The candidate for President, must have served on the Board of Directors the previous year, or have served on the Board of Directors prior to being elected as an officer. If no member of the Board of Directors is able to accept the position of President, a majority Board of Directors vote will be required to accept the candidate.

 

Old:
7.04: PRESIDENT
The President shall:
• Preside at all meetings of the Corporation and of the Board of Directors.
• See that the bylaws are enforced.
• To call such meetings as are herein provided, to have general supervision over all the affairs of the Corporation
• Appoint and remove the chair of all Committees subject to the approval of the Board of Directors.
• Appoint all committees deemed necessary in the operation of the Corporation.
• Be ex-officio member of all committees.
• Sign checks in the Treasurer’s absence, or may appoint another officer for this purpose.
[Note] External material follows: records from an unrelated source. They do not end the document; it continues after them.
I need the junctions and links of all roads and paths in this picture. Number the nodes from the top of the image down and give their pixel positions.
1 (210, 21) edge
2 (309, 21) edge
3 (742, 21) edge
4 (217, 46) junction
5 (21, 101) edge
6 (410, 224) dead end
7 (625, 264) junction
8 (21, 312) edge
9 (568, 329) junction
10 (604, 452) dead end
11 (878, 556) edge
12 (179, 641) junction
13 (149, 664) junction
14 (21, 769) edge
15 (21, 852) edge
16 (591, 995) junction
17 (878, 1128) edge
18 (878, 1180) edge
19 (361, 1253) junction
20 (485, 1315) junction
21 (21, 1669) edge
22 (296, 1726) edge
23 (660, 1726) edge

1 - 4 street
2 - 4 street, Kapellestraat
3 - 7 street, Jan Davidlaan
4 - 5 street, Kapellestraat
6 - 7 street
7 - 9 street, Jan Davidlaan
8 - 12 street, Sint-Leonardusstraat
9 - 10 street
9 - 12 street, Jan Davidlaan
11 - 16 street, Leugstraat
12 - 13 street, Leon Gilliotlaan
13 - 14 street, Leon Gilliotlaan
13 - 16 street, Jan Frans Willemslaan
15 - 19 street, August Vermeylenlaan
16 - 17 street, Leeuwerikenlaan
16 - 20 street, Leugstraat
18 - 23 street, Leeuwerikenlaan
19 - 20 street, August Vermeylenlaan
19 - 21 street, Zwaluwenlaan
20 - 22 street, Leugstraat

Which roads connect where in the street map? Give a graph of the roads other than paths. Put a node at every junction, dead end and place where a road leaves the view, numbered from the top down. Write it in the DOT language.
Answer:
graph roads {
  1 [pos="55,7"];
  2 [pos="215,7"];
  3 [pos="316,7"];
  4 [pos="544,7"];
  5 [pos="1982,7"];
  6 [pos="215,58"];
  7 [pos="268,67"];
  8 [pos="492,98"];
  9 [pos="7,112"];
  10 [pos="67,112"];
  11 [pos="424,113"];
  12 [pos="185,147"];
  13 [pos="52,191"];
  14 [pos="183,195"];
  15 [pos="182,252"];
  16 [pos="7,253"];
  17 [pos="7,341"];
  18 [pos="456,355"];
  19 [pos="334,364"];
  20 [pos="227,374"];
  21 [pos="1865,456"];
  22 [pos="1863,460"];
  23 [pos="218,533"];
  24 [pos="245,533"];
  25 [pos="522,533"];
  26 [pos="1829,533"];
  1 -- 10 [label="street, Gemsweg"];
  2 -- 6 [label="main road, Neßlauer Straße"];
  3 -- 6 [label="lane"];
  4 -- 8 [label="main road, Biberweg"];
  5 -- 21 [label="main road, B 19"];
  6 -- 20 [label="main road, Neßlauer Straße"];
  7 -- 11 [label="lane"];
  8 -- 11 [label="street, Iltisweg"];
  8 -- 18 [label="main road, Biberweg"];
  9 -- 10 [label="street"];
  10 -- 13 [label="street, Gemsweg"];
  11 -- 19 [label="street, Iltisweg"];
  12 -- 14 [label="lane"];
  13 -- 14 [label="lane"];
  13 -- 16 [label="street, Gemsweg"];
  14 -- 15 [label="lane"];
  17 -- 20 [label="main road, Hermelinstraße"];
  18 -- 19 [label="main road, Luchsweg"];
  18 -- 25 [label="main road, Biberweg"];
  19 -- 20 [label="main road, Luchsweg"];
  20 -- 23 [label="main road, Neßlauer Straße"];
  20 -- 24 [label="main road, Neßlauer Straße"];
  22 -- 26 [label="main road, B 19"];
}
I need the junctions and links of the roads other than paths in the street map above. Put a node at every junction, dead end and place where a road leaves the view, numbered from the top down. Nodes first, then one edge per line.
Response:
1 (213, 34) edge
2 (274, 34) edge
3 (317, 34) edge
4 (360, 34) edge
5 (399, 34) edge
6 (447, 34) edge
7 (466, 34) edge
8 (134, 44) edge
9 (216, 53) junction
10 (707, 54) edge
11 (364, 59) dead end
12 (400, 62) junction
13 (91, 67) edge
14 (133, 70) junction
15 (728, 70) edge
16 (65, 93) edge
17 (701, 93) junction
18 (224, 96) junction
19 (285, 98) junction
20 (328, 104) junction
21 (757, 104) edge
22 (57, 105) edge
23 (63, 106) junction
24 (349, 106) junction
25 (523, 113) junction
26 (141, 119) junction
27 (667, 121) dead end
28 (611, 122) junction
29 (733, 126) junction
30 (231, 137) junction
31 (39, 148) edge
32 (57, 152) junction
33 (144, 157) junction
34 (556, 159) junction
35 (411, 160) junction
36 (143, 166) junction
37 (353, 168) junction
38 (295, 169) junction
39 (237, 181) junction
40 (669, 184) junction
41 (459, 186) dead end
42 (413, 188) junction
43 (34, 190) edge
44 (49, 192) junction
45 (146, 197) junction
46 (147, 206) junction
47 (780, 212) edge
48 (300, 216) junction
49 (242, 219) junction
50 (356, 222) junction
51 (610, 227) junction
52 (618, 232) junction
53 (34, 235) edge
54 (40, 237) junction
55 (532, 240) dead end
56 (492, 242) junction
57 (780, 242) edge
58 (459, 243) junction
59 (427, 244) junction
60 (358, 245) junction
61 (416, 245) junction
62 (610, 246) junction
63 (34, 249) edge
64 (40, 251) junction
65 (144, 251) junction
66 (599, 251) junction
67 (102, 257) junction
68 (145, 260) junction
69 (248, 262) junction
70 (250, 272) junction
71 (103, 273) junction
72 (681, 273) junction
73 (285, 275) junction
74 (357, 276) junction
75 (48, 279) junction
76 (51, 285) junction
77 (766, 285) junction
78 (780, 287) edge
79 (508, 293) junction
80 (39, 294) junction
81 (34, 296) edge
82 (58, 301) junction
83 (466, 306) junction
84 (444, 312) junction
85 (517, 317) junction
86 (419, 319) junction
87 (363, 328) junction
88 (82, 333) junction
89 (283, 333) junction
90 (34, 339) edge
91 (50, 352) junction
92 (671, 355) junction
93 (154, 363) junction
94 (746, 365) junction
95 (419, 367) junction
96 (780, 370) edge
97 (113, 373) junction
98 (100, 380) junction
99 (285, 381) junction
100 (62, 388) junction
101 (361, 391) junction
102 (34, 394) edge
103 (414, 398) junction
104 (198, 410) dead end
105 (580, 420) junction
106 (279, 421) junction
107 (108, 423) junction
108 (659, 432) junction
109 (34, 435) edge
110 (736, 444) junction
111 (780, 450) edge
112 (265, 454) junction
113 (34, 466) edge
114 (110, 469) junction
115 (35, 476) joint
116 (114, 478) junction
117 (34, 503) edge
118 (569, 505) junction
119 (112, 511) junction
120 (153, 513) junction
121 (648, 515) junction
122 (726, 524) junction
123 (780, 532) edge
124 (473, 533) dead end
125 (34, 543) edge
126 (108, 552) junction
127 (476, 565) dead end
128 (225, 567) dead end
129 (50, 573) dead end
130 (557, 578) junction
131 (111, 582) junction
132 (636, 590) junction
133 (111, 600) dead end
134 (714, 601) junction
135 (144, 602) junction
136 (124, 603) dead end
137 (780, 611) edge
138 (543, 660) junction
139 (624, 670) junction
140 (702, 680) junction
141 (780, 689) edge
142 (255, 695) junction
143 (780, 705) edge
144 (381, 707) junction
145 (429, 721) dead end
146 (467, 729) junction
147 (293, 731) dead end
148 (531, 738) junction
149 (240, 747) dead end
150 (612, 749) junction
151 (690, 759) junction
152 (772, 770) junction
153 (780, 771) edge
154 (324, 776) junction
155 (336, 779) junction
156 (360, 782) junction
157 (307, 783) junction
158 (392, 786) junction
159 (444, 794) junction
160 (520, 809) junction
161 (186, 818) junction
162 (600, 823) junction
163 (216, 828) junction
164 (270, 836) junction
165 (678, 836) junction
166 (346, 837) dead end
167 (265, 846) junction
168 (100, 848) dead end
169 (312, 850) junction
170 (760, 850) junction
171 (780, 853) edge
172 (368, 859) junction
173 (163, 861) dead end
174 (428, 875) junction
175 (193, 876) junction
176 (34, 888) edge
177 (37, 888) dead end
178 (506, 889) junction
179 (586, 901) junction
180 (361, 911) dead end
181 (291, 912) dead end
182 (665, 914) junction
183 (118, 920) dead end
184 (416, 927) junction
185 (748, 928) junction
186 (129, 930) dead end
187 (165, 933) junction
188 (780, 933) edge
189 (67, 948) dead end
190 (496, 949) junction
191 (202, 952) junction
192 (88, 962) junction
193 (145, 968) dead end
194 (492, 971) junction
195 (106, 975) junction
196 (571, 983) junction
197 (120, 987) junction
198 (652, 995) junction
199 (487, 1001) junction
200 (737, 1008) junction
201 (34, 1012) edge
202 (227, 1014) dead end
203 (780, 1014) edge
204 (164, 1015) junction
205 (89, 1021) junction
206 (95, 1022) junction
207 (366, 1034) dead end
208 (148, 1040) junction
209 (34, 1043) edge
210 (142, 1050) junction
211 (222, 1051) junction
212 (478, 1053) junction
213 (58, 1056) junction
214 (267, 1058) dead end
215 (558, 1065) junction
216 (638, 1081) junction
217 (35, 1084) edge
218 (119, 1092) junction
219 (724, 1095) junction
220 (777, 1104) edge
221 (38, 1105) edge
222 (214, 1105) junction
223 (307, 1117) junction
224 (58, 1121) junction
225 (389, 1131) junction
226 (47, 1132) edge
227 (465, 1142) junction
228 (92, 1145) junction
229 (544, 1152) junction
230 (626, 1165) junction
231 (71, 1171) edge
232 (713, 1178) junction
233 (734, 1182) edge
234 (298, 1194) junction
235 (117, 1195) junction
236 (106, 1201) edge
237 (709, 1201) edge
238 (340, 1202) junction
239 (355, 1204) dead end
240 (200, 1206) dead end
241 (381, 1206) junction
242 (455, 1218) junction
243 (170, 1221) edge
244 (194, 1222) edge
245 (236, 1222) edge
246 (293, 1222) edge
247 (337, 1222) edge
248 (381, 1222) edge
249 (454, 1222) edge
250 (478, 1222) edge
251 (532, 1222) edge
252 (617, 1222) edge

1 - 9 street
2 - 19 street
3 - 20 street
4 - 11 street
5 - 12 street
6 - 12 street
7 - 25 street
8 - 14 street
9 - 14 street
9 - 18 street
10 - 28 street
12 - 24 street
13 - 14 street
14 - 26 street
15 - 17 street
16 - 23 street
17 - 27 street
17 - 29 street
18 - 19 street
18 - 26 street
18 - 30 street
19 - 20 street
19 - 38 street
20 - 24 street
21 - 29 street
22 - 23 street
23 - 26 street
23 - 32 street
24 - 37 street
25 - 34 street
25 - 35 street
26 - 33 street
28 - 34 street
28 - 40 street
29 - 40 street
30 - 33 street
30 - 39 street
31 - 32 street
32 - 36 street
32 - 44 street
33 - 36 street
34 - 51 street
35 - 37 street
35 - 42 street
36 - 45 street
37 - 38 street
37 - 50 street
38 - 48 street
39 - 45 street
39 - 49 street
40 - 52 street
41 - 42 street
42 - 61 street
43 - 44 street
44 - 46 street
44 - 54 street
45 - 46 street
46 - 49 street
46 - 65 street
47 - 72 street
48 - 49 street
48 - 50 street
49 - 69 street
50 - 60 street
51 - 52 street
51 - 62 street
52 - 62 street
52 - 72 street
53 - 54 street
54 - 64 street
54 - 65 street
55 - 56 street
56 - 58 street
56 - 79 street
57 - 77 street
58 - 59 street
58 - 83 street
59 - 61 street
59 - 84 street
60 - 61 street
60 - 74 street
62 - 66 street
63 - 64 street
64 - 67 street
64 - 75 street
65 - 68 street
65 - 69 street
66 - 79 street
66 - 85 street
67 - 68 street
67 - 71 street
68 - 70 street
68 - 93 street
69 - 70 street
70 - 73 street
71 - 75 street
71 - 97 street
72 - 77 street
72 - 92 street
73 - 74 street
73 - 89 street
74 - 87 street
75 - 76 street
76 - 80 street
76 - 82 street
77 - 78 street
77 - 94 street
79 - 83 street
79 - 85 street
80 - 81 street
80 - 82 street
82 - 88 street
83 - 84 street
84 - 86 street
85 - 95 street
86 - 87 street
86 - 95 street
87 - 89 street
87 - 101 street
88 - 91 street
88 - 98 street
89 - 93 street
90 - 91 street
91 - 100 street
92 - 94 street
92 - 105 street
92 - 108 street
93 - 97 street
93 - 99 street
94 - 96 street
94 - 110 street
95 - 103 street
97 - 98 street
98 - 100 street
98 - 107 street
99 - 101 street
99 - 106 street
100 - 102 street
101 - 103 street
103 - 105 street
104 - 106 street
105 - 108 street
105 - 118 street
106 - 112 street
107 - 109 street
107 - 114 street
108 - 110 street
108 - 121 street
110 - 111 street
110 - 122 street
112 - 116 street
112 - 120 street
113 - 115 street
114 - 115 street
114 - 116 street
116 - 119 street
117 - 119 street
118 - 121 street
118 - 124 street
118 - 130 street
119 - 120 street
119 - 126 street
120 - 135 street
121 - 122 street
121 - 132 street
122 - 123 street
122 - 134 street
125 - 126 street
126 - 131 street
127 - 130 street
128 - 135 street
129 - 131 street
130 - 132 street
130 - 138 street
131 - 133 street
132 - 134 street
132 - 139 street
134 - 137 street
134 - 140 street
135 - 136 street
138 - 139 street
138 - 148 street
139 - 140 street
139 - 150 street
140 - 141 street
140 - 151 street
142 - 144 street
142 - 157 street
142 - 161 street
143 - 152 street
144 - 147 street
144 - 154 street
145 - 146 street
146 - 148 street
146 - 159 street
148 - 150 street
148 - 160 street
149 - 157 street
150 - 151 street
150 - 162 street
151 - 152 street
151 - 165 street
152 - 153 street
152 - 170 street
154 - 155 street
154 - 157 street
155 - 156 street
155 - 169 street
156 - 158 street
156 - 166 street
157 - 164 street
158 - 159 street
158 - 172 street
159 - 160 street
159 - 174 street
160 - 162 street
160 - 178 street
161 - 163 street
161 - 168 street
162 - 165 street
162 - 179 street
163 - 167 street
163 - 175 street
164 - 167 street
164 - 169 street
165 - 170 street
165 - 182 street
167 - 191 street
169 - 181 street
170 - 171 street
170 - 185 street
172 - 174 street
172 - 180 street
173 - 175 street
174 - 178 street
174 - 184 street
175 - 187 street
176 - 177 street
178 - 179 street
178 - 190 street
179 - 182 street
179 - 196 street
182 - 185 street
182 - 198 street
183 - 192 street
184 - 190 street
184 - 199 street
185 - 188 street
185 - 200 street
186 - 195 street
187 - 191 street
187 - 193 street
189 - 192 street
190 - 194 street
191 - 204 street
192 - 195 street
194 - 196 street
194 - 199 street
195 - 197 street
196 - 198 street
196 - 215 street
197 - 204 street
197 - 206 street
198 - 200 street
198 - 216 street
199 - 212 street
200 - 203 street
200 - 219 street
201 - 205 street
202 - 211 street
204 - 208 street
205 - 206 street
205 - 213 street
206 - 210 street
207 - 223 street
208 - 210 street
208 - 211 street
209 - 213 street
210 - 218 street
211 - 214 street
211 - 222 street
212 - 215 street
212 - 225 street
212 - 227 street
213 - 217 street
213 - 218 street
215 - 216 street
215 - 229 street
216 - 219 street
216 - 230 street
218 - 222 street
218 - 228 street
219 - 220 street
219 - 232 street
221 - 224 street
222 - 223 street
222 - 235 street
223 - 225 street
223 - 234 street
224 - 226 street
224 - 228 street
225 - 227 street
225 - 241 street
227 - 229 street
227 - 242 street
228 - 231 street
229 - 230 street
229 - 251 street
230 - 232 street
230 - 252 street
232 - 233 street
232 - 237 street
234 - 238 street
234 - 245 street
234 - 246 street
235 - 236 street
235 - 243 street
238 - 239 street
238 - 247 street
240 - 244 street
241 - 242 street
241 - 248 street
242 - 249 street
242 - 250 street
Will be one of the authorized signers for disbursement of Corporation funds over $500.00.
• Sign, execute and acknowledge, in the name of the corporation, deeds, mortgages, bonds, contracts or other instruments authorized by the Board of Directors except in cases where the signing and execution thereof shall be expressly delegated by the Board of Directors or by these bylaws to some other officer or agent of the corporation.

New:
7.04: PRESIDENT
The President shall:
• Preside at all meetings of the Corporation and of the Board of Directors.
• See that the bylaws are enforced.
• To call such meetings as are herein provided, to have general supervision over all the affairs of the Corporation
• Appoint and remove the chair of all Committees subject to the approval of the Board of Directors.
• Appoint all committees deemed necessary in the operation of the Corporation.
• Be ex-officio member of all committees.
• Sign checks in the Treasurer’s absence, or may appoint another officer for this purpose.
• Sign, execute and acknowledge, in the name of the corporation, deeds, mortgages, bonds, contracts or other instruments authorized by the Board of Directors except in cases where the signing and execution thereof shall be expressly delegated by the Board of Directors or by these bylaws to some other officer or agent of the corporation.
• Be the direct supervisor of all employees, ensuring completion of all responsibilities and approving all time sheets.

 

Old:
7.05: VICE PRESIDENT
The Vice President shall:
• Work closely with and assist the President in carrying out all the President’s duties and assist in organizing meetings and setting up future events.
• Will act for the President in the President’s absence or at the President’s request, and step into that office in case the President’s position becomes vacant, until that Board of Directors position is filled by special election and new President is elected from the ranks of the Board of Directors.
Will be one of the authorized signers for disbursement of Society funds over $500.00.

New:
7.05: VICE PRESIDENT
The Vice President shall:
• Work closely with and assist the President in carrying out all the President’s duties and assist in organizing meetings and setting up future events.
• Will act for the President in the President’s absence or at the President’s request, and step into that office in case the President’s position becomes vacant, until that Board of Directors position is filled by special election and new President is elected from the ranks of the Board of Directors.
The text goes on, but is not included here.